Except, of course, they didn’t…
He then notes this brief snippet from Goldfarb…
The economic team went round and round. Geithner would hold his views close, but occasionally he would get frustrated. Once, as Romer pressed for more stimulus spending, Geithner snapped. Stimulus, he told Romer, was “sugar,” and its effect was fleeting. The administration, he urged, needed to focus on long-term economic growth, and the first step was reining in the debt.
Goldfarb continues, in his commentary…
…Wrong, Romer snapped back. Stimulus is an “antibiotic” for a sick economy, she told Geithner. “It’s not giving a child a lollipop.”
In the end, Obama signed into law only a relatively modest $13 billion jobs program, much less than what was favored by Romer and many other economists in the administration.
“There was this move to exit fiscal stimulus a lot sooner than we should have, and we’ve been playing catch-up ever since,” Romer said in an interview.
Some of Obama’s Democratic allies felt let down. Andrew Stern, former president of the Service Employees International Union, said in an interview that Geithner looks at the world “from his experience, which is predominantly a Wall Street, Treasury, fiscal and monetary policy point of view.”
Krugman closes out his Wednesday blog post with this sentence…
… Not what anyone should be saying in the modern world, least of all a top official in an allegedly progressive Democratic administration.
Goldfarb provides us with many rather incredible, sourced comments and observations in the column. It is, IMHO, an extremely important read for those wishing to gain greater context with regard to the President’s statements, positions and overall actions on the economy, to date.
I’ll leave you with another one of Goldfarb’s many observations concerning our current Treasury Secretary and the profound influence that this former, “registered Republican and then an independent” now maintains within President Obama’s inner circle.
...His success at driving the agenda signals his status as the president’s closest economic counselor. With the departure this summer of Austan Goolsbee as chairman of the Council of Economic Advisers, Geithner will be the last remaining member of the president’s original economic team and, with Federal Reserve Chairman Ben S. Bernanke, one of the two remaining architects of the great banking bailout that began in 2008, even before Obama’s election.
Geithner, who was once a registered Republican and then an independent, has a faith in the marketplace that puts him at odds with many of Obama’s traditional Democratic allies, whose skepticism about markets seemed vindicated by the financial crisis…
So, we have a Republican-turned-Independent (Geithner) and a Republican (Bernanke) managing our nation’s economy, as you read this.

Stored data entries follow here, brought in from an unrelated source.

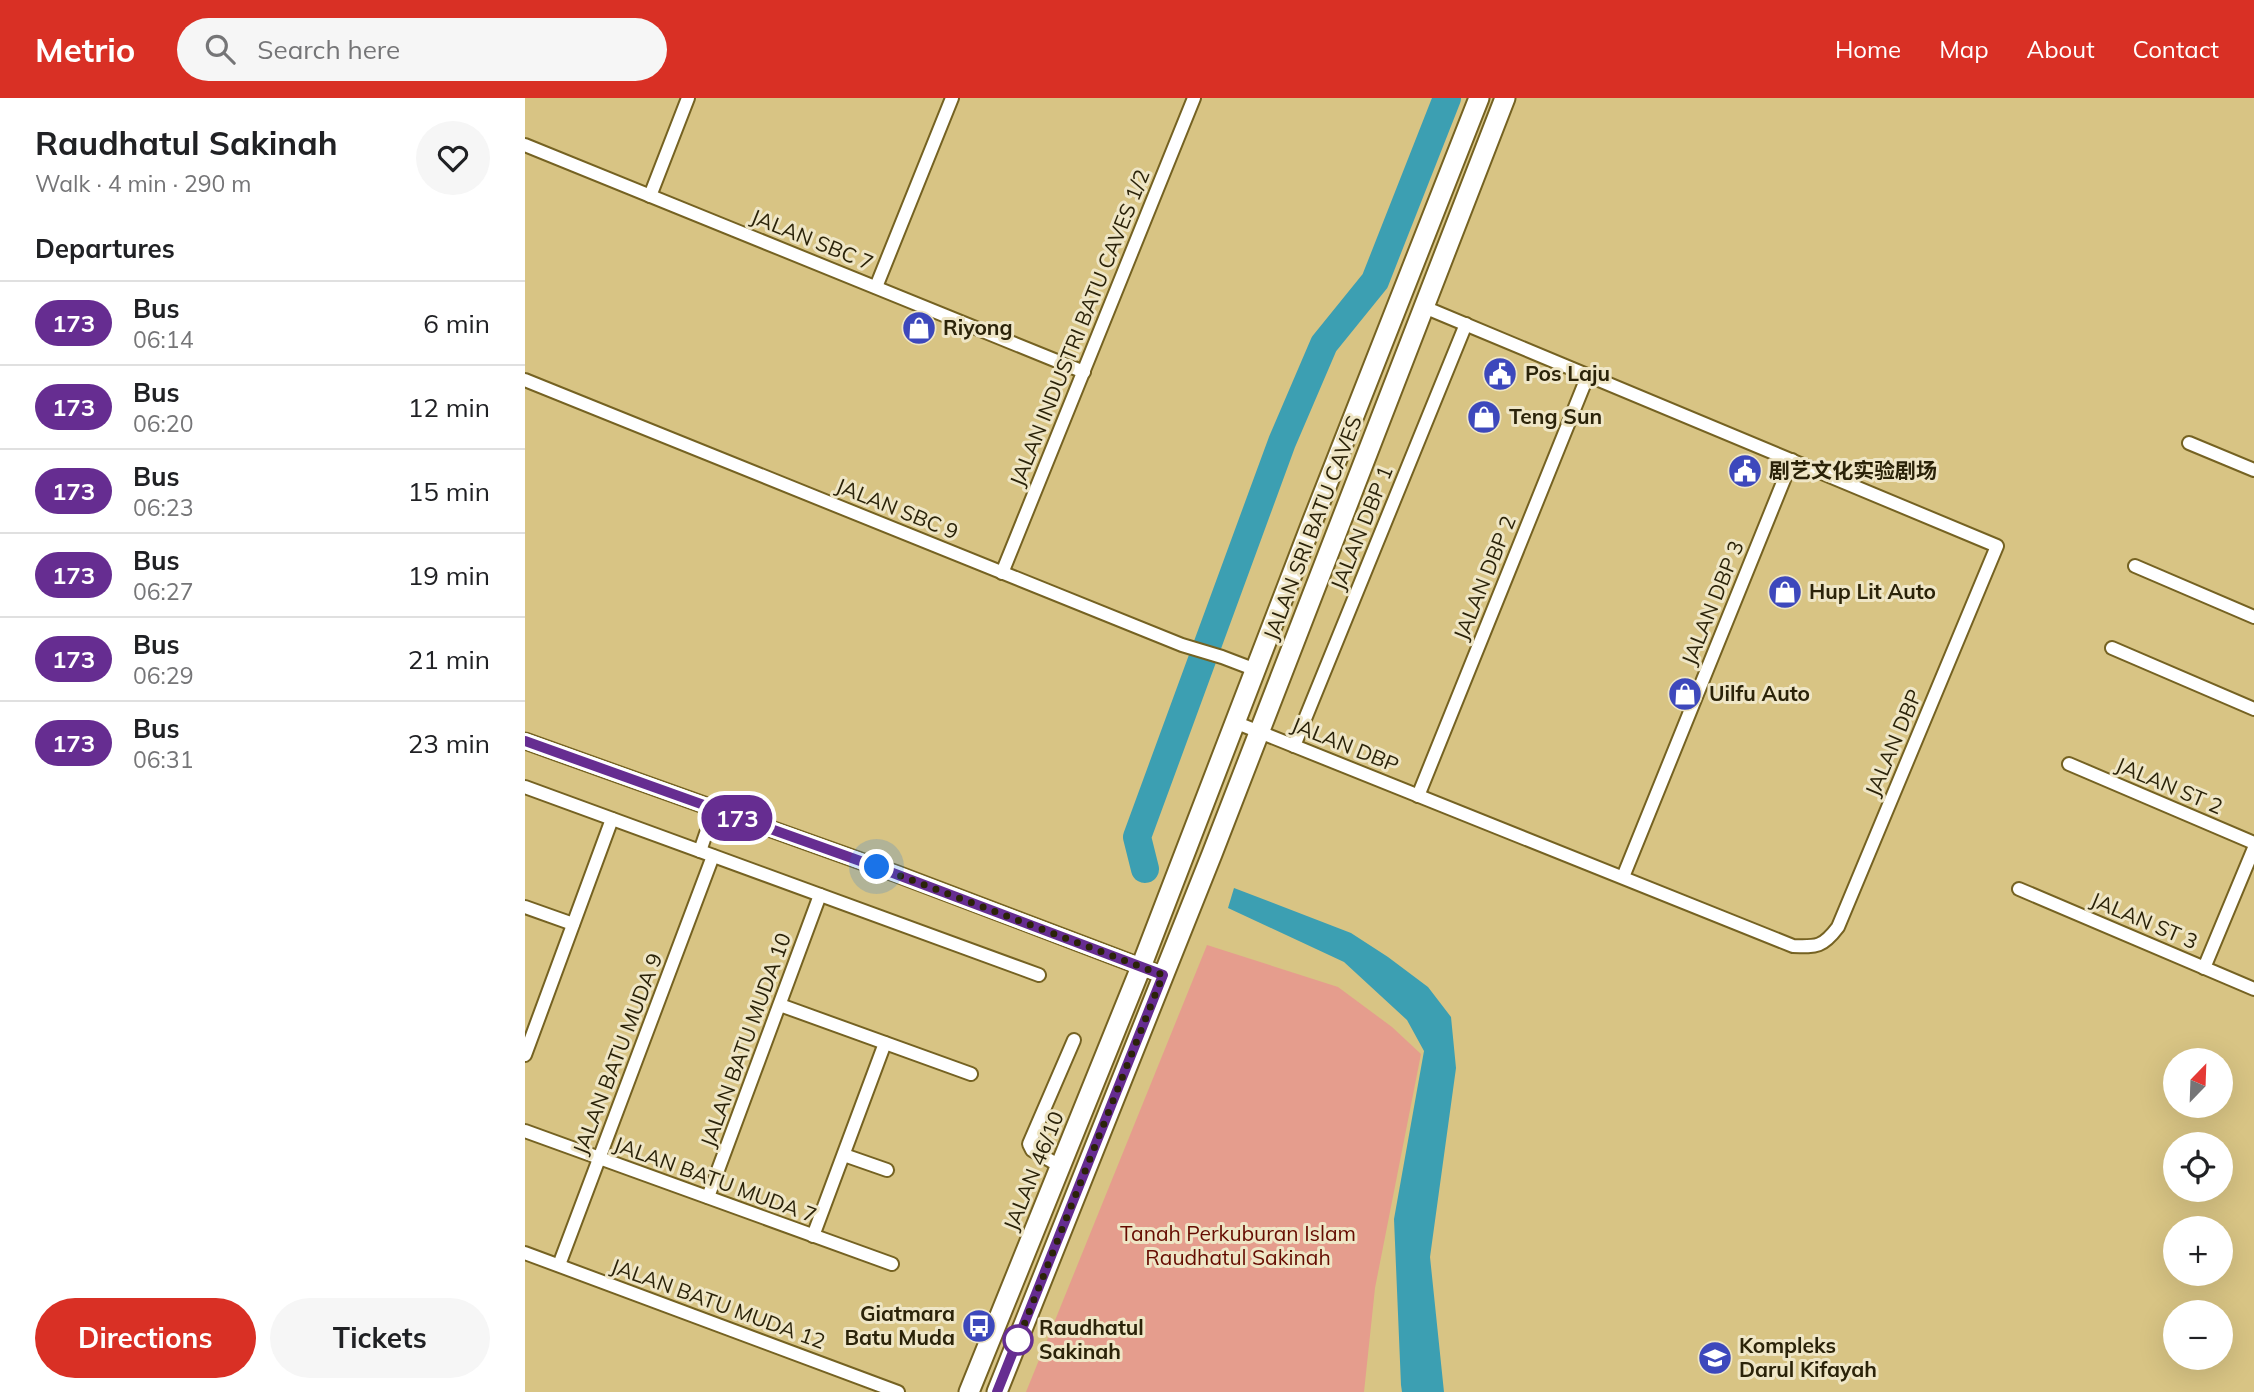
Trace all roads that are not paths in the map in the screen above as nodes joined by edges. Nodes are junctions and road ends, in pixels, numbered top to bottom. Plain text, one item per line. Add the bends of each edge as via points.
1 (688, 98) edge
2 (952, 98) edge
3 (1194, 98) edge
4 (1479, 98) edge
5 (1505, 98) edge
6 (525, 145) edge
7 (650, 195) junction
8 (876, 287) junction
9 (1424, 307) junction
10 (1466, 324) junction
11 (1084, 372) junction
12 (1588, 375) junction
13 (525, 380) edge
14 (2189, 443) dead end
15 (1792, 460) junction
16 (2254, 470) edge
17 (2135, 566) dead end
18 (1002, 573) junction
19 (2254, 617) edge
20 (2112, 648) dead end
21 (1256, 670) junction
22 (2254, 709) edge
23 (1237, 723) junction
24 (1259, 732) junction
25 (525, 741) edge
26 (1294, 746) junction
27 (2069, 764) dead end
28 (525, 787) edge
29 (1418, 796) junction
30 (714, 810) junction
31 (612, 819) junction
32 (2254, 843) edge
33 (2254, 848) edge
34 (699, 851) junction
35 (713, 856) junction
36 (1623, 877) junction
37 (2019, 889) dead end
38 (820, 895) junction
39 (525, 907) edge
40 (573, 923) junction
41 (1141, 967) junction
42 (2204, 968) junction
43 (1039, 975) dead end
44 (1163, 975) junction
45 (2254, 989) edge
46 (780, 1004) junction
47 (1074, 1040) dead end
48 (885, 1043) junction
49 (525, 1055) edge
50 (971, 1074) dead end
51 (525, 1131) edge
52 (843, 1154) junction
53 (599, 1158) junction
54 (1060, 1166) junction
55 (887, 1170) dead end
56 (708, 1197) junction
57 (813, 1236) junction
58 (525, 1253) edge
59 (892, 1264) dead end
60 (559, 1265) junction
61 (898, 1392) edge
62 (969, 1392) edge
63 (997, 1392) edge

1 - 7 street
2 - 8 street
3 - 11 street, JALAN INDUSTRI BATU CAVES 1/2
4 - 21 main road, JALAN SRI BATU CAVES
5 - 9 main road, JALAN SRI BATU CAVES
6 - 7 street, JALAN SBC 7
7 - 8 street, JALAN SBC 7
8 - 11 street, JALAN SBC 7
9 - 10 street, JALAN DBP
9 - 24 main road, JALAN SRI BATU CAVES
10 - 12 street, JALAN DBP
10 - 26 street, JALAN DBP 1
11 - 18 street, JALAN INDUSTRI BATU CAVES 1/2
12 - 15 street, JALAN DBP
12 - 29 street, JALAN DBP 2
13 - 18 street, JALAN SBC 9
14 - 16 street
15 - 36 street, JALAN DBP 3
15 - 36 street, JALAN DBP via 1997,546 1838,927 1827,941 1815,947 1793,946
17 - 19 street
18 - 21 street, JALAN SBC 9
20 - 22 street
21 - 23 main road, JALAN SRI BATU CAVES
23 - 24 street, JALAN DBP
23 - 41 main road, JALAN SRI BATU CAVES
24 - 26 street, JALAN DBP
24 - 44 main road, JALAN SRI BATU CAVES
25 - 30 street
26 - 29 street, JALAN DBP
27 - 32 street, JALAN ST 2
28 - 31 street
29 - 36 street, JALAN DBP
30 - 34 street
30 - 41 street
31 - 34 street
31 - 40 street
33 - 42 street
34 - 35 street
35 - 38 street
35 - 53 street, JALAN BATU MUDA 9
37 - 42 street, JALAN ST 3
38 - 43 street
38 - 46 street, JALAN BATU MUDA 10
39 - 40 street
40 - 49 street
41 - 44 street
41 - 54 main road, JALAN 46/10
42 - 45 street, JALAN ST 3
44 - 63 main road
46 - 48 street
46 - 56 street, JALAN BATU MUDA 10
47 - 54 street via 1028,1144
48 - 50 street
48 - 52 street
51 - 53 street, JALAN BATU MUDA 7
52 - 55 street
52 - 57 street
53 - 56 street, JALAN BATU MUDA 7
53 - 60 street, JALAN BATU MUDA 9
54 - 62 main road, JALAN 46/10
56 - 57 street, JALAN BATU MUDA 7
57 - 59 street, JALAN BATU MUDA 7
58 - 60 street, JALAN BATU MUDA 12
60 - 61 street, JALAN BATU MUDA 12

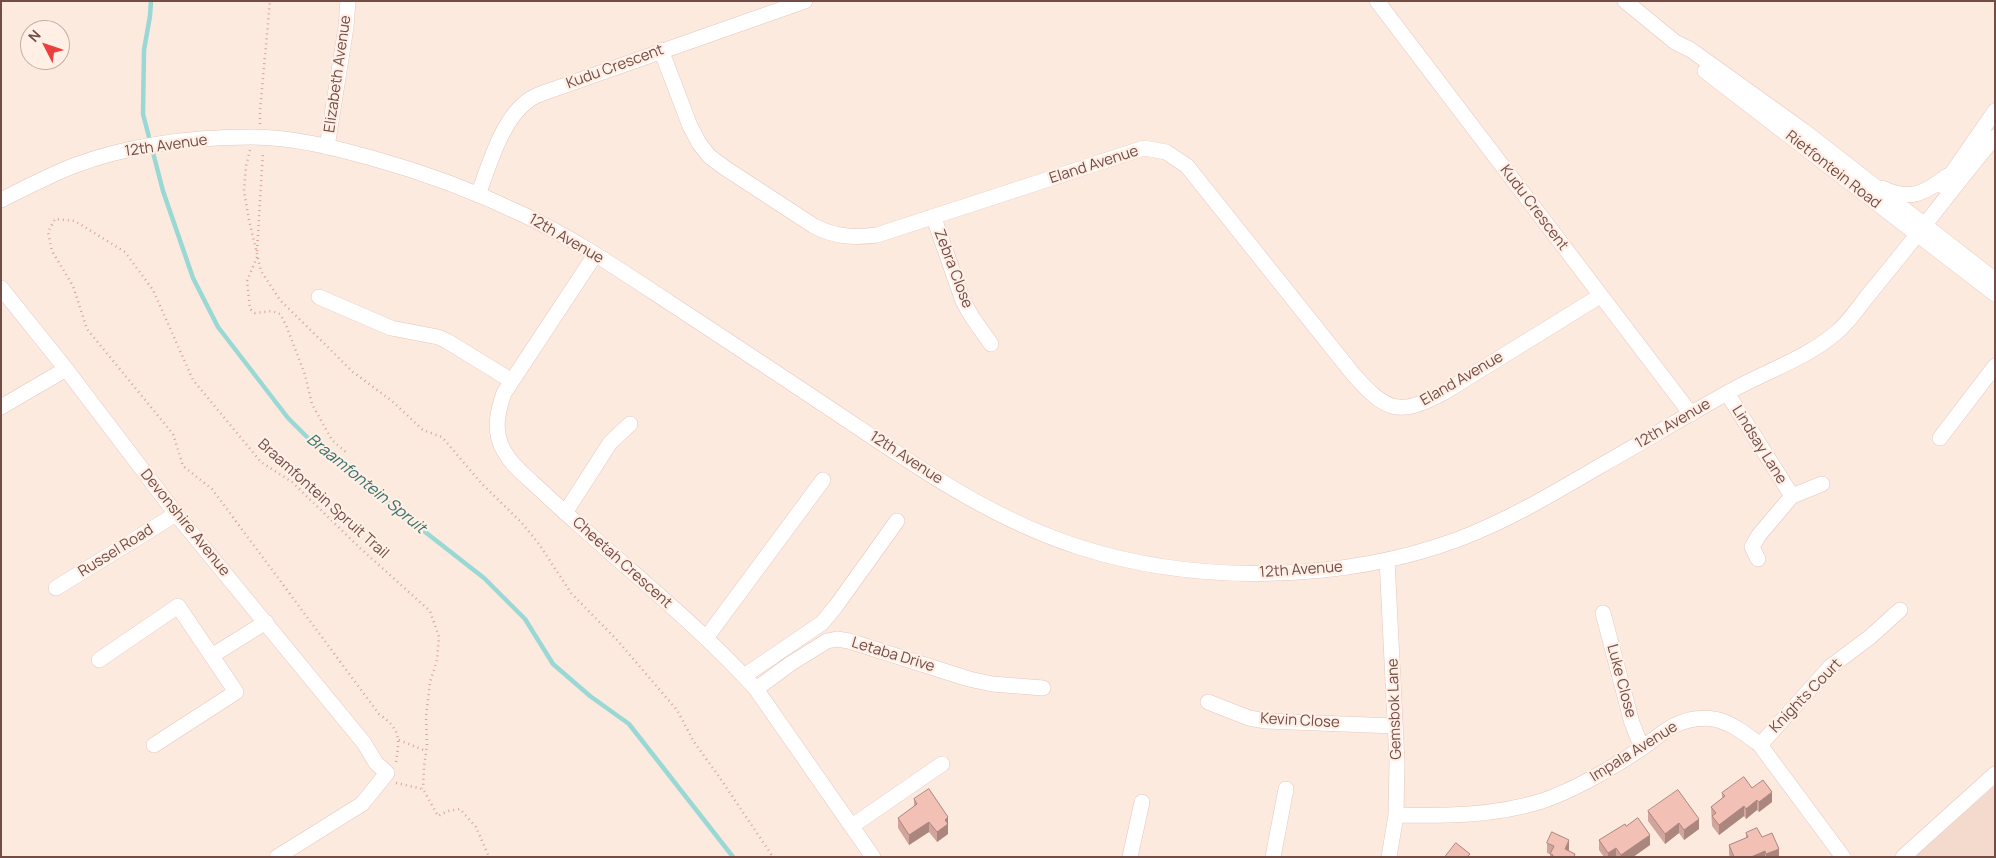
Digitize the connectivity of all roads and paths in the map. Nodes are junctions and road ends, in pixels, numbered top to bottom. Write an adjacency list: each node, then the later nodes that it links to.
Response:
1 (348, 1): 10 (street, Elizabeth Avenue)
2 (805, 1): 6 (street, Kudu Crescent)
3 (1376, 1): 22 (street, Kudu Crescent)
4 (1625, 1): 5 (street, Rietfontein Road)
5 (1676, 42): 12 (street, Rietfontein Road); 16 (street, Rietfontein Road)
6 (661, 50): 13 (street, Kudu Crescent); 15 (street, Eland Avenue)
7 (1995, 110): 11 (street, 12th Avenue)
8 (1995, 137): 16 (street, 12th Avenue)
9 (251, 143): 10 (street, 12th Avenue); 14 (street, 12th Avenue); 18 (path)
10 (327, 147): 13 (street, 12th Avenue)
11 (1954, 171): 12 (street); 16 (street, 12th Avenue)
12 (1856, 173): 16 (street, Rietfontein Road)
13 (478, 195): 17 (street, 12th Avenue)
14 (1, 200)
15 (934, 218): 22 (street, Eland Avenue); 24 (street, Zebra Close)
16 (1917, 228): 19 (street, Rietfontein Road); 21 (street, Rietfontein Road); 28 (street, 12th Avenue)
17 (595, 255): 27 (street, Cheetah Crescent); 41 (street, 12th Avenue)
18 (257, 256): 33 (path); 69 (path)
19 (1995, 280)
20 (1, 288): 26 (street, Devonshire Avenue)
21 (1995, 294)
22 (1600, 296): 30 (street, Kudu Crescent)
23 (318, 297): 27 (street)
24 (991, 344)
25 (1995, 366): 32 (street)
26 (66, 370): 29 (street); 38 (street, Devonshire Avenue)
27 (512, 380): 37 (street, Cheetah Crescent)
28 (1727, 393): 30 (street, 12th Avenue); 36 (street, Lindsay Lane)
29 (1, 407)
30 (1691, 414): 41 (street, 12th Avenue)
31 (630, 424): 37 (street)
32 (1940, 438)
33 (348, 454)
34 (822, 480): 46 (street)
35 (1822, 484): 36 (street, Lindsay Lane)
36 (1792, 496): 40 (street, Lindsay Lane)
37 (565, 513): 46 (street, Cheetah Crescent)
38 (176, 514): 42 (street, Russel Road); 45 (street, Devonshire Avenue)
39 (897, 521): 49 (street)
40 (1758, 558)
41 (1387, 560): 53 (street, Gemsbok Lane)
42 (56, 588)
43 (1900, 610): 56 (street, Knights Court)
44 (1604, 613): 57 (street, Luke Close)
45 (266, 622): 47 (street); 60 (street, Devonshire Avenue)
46 (706, 638): 49 (street, Cheetah Crescent)
47 (213, 656): 48 (street); 55 (street)
48 (99, 660)
49 (744, 676): 51 (street, Cheetah Crescent)
50 (1043, 688): 51 (street, Letaba Drive)
51 (756, 689): 66 (street, Cheetah Crescent)
52 (1208, 702): 53 (street, Kevin Close)
53 (1395, 726): 65 (street, Gemsbok Lane)
54 (399, 740): 58 (path); 58 (path, Braamfontein Spruit Trail); 60 (path)
55 (154, 745)
56 (1760, 745): 57 (street, Impala Avenue); 74 (street, Impala Avenue)
57 (1642, 748): 65 (street, Impala Avenue)
58 (426, 751): 63 (path, Braamfontein Spruit Trail)
59 (942, 764): 66 (street)
60 (391, 771): 63 (path); 67 (street)
61 (1995, 774): 75 (street)
62 (1286, 788): 72 (street)
63 (423, 789): 68 (path)
64 (1142, 802): 71 (street)
65 (1396, 815): 73 (street, Gemsbok Lane)
66 (852, 826): 70 (street, Cheetah Crescent)
67 (277, 857)
68 (489, 857)
69 (773, 857)
70 (873, 857)
71 (1130, 857)
72 (1273, 857)
73 (1388, 857)
74 (1843, 857)
75 (1903, 857)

And, I’m told by a few members in this community that criticism of current federal economic policy is tantamount to “Obama-bashing.”
In response to those sentiments I’m going to repeat something from up above, as stated by Paul Krugman, yesterday. What Geithner and Bernanke are now saying and doing is...
… Not what anyone should be saying in the modern world, least of all a top official in an allegedly progressive Democratic administration.